* **ASSIGNED TASK**:
Give back all of the data exactly as it appears here.

* **ENTRIES PROVIDED**:
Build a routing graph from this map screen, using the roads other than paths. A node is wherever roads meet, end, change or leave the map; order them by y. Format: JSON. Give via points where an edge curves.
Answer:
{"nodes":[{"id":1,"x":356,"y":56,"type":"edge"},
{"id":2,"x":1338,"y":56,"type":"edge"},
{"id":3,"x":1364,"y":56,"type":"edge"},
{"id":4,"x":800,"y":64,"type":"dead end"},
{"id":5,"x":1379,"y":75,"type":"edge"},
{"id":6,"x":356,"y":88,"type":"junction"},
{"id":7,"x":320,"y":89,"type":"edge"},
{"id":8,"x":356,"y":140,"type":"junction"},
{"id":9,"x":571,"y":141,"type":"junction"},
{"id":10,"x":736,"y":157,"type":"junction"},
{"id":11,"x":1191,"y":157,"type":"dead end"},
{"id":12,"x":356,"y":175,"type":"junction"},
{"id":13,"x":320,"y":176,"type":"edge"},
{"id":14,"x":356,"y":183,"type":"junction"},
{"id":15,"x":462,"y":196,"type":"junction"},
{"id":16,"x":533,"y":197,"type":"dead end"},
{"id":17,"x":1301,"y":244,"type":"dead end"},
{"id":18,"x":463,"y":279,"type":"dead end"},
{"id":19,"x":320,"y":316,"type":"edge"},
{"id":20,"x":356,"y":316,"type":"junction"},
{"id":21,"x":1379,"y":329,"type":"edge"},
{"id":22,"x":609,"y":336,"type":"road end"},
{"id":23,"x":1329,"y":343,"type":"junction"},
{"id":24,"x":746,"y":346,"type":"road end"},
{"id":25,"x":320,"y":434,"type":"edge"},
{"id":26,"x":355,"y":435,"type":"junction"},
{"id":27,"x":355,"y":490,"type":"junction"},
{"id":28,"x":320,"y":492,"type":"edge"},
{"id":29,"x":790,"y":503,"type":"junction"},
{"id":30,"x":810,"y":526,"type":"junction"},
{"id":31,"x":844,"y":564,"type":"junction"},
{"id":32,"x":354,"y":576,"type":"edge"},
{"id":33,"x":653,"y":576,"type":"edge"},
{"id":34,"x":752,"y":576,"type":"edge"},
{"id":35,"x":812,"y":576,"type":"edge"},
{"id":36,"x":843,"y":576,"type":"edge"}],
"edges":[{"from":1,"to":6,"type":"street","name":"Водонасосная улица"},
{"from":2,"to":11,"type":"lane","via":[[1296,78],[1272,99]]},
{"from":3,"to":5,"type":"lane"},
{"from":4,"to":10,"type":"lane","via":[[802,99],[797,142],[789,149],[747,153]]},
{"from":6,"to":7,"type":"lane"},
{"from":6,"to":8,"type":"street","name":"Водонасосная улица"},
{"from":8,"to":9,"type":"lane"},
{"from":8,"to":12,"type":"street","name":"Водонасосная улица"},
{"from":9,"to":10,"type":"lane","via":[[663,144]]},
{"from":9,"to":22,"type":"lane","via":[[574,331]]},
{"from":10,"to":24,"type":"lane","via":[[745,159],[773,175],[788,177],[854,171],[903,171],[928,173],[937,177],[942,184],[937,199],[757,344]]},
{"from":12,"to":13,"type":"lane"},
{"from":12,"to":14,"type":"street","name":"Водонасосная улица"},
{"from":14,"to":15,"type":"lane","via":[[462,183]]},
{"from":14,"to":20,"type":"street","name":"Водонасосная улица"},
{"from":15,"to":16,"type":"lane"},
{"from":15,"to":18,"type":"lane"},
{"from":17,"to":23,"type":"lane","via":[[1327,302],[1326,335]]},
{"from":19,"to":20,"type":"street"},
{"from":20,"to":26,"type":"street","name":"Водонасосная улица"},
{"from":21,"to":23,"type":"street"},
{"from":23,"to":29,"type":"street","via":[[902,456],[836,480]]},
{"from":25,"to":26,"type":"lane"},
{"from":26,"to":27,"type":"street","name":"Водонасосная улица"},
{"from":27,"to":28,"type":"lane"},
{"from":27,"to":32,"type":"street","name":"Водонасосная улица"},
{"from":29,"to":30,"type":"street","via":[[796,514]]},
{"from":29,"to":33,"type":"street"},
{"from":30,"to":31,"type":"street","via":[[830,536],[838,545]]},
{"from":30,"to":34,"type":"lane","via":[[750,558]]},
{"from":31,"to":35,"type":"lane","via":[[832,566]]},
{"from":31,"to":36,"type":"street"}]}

* **ANSWER TO THIS PROBLEM**:
Build a routing graph from this map screen, using the roads other than paths. A node is wherever roads meet, end, change or leave the map; order them by y. Format: JSON. Give via points where an edge curves.
Answer:
{"nodes":[{"id":1,"x":356,"y":56,"type":"edge"},
{"id":2,"x":1338,"y":56,"type":"edge"},
{"id":3,"x":1364,"y":56,"type":"edge"},
{"id":4,"x":800,"y":64,"type":"dead end"},
{"id":5,"x":1379,"y":75,"type":"edge"},
{"id":6,"x":356,"y":88,"type":"junction"},
{"id":7,"x":320,"y":89,"type":"edge"},
{"id":8,"x":356,"y":140,"type":"junction"},
{"id":9,"x":571,"y":141,"type":"junction"},
{"id":10,"x":736,"y":157,"type":"junction"},
{"id":11,"x":1191,"y":157,"type":"dead end"},
{"id":12,"x":356,"y":175,"type":"junction"},
{"id":13,"x":320,"y":176,"type":"edge"},
{"id":14,"x":356,"y":183,"type":"junction"},
{"id":15,"x":462,"y":196,"type":"junction"},
{"id":16,"x":533,"y":197,"type":"dead end"},
{"id":17,"x":1301,"y":244,"type":"dead end"},
{"id":18,"x":463,"y":279,"type":"dead end"},
{"id":19,"x":320,"y":316,"type":"edge"},
{"id":20,"x":356,"y":316,"type":"junction"},
{"id":21,"x":1379,"y":329,"type":"edge"},
{"id":22,"x":609,"y":336,"type":"road end"},
{"id":23,"x":1329,"y":343,"type":"junction"},
{"id":24,"x":746,"y":346,"type":"road end"},
{"id":25,"x":320,"y":434,"type":"edge"},
{"id":26,"x":355,"y":435,"type":"junction"},
{"id":27,"x":355,"y":490,"type":"junction"},
{"id":28,"x":320,"y":492,"type":"edge"},
{"id":29,"x":790,"y":503,"type":"junction"},
{"id":30,"x":810,"y":526,"type":"junction"},
{"id":31,"x":844,"y":564,"type":"junction"},
{"id":32,"x":354,"y":576,"type":"edge"},
{"id":33,"x":653,"y":576,"type":"edge"},
{"id":34,"x":752,"y":576,"type":"edge"},
{"id":35,"x":812,"y":576,"type":"edge"},
{"id":36,"x":843,"y":576,"type":"edge"}],
"edges":[{"from":1,"to":6,"type":"street","name":"Водонасосная улица"},
{"from":2,"to":11,"type":"lane","via":[[1296,78],[1272,99]]},
{"from":3,"to":5,"type":"lane"},
{"from":4,"to":10,"type":"lane","via":[[802,99],[797,142],[789,149],[747,153]]},
{"from":6,"to":7,"type":"lane"},
{"from":6,"to":8,"type":"street","name":"Водонасосная улица"},
{"from":8,"to":9,"type":"lane"},
{"from":8,"to":12,"type":"street","name":"Водонасосная улица"},
{"from":9,"to":10,"type":"lane","via":[[663,144]]},
{"from":9,"to":22,"type":"lane","via":[[574,331]]},
{"from":10,"to":24,"type":"lane","via":[[745,159],[773,175],[788,177],[854,171],[903,171],[928,173],[937,177],[942,184],[937,199],[757,344]]},
{"from":12,"to":13,"type":"lane"},
{"from":12,"to":14,"type":"street","name":"Водонасосная улица"},
{"from":14,"to":15,"type":"lane","via":[[462,183]]},
{"from":14,"to":20,"type":"street","name":"Водонасосная улица"},
{"from":15,"to":16,"type":"lane"},
{"from":15,"to":18,"type":"lane"},
{"from":17,"to":23,"type":"lane","via":[[1327,302],[1326,335]]},
{"from":19,"to":20,"type":"street"},
{"from":20,"to":26,"type":"street","name":"Водонасосная улица"},
{"from":21,"to":23,"type":"street"},
{"from":23,"to":29,"type":"street","via":[[902,456],[836,480]]},
{"from":25,"to":26,"type":"lane"},
{"from":26,"to":27,"type":"street","name":"Водонасосная улица"},
{"from":27,"to":28,"type":"lane"},
{"from":27,"to":32,"type":"street","name":"Водонасосная улица"},
{"from":29,"to":30,"type":"street","via":[[796,514]]},
{"from":29,"to":33,"type":"street"},
{"from":30,"to":31,"type":"street","via":[[830,536],[838,545]]},
{"from":30,"to":34,"type":"lane","via":[[750,558]]},
{"from":31,"to":35,"type":"lane","via":[[832,566]]},
{"from":31,"to":36,"type":"street"}]}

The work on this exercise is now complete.